By CHAD LAWHORN, The Lawrence Journal-World
The current federal government shutdown is beginning to scare the tea and crumpets out of the rest of the world, one of Great Britain's top pollsters and political commentators told a Lawrence audience Monday.
Sir Robert Worcester — the founder of the powerhouse polling firm Market & Opinion Research International, and a Kansas University graduate — said the current federal standoff is damaging the country's standing with the rest of the world.
"If it continues the way it is going now for very much longer, the rest of the world is going to get scared to death," Worcester said after delivering an address to the Lawrence Rotary Club.
Worcester, a Kansas City native who graduated from KU in the 1950s, is back in Lawrence meeting with Chancellor Bernadette Gray-Little and speaking in several KU classes. He said the reoccurring nature of a standoff between Republicans and Democrats over the federal debt limit is beginning to do permanent damage to the United States' reputation around the world.
Worcester said he thinks other world leaders are becoming frustrated by the stalemates because there is little they can do to influence the situation. It has left many recalling a sentiment often expressed by former British Prime Minister Winston Churchill.
"Americans are famous for doing the right thing, after they have tried everything else," Worcester said. "I think that is being borne out currently."
Worcester, who sold his research firm to the international polling company Ipsos, currently is the chancellor of the University of Kent, and frequently appears on the BBC television network to analyze British and American elections.

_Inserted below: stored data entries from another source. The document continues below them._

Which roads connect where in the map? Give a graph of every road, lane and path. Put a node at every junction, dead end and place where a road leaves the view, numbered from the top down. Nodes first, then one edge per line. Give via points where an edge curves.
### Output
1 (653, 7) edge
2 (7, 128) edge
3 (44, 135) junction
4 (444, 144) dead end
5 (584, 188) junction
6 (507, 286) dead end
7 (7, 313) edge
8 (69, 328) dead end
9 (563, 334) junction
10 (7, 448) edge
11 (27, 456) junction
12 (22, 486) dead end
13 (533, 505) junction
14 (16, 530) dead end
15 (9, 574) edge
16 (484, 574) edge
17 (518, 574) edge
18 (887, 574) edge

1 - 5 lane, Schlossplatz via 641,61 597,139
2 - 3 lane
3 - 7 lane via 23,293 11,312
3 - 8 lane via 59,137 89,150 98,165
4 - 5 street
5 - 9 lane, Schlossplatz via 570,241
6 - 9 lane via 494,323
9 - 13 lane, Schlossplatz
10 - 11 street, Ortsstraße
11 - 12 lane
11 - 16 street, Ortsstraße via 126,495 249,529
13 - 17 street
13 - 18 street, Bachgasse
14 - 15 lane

Worcester, who actually lives in an English castle built in the Middle Ages, spoke to business students, journalism students and several other classes at the university. Longtime KU administrator Jeffrey Weinberg has been friends with Worcester for more than 20 years, and said he encourages Worcester to return to his alma mater frequently.
"He is a great role model for students," Weinberg said. "He's a prime example of a KU graduate who has worked his way through the professional world, reached great heights and has a well-respected voice on both sides of the Atlantic."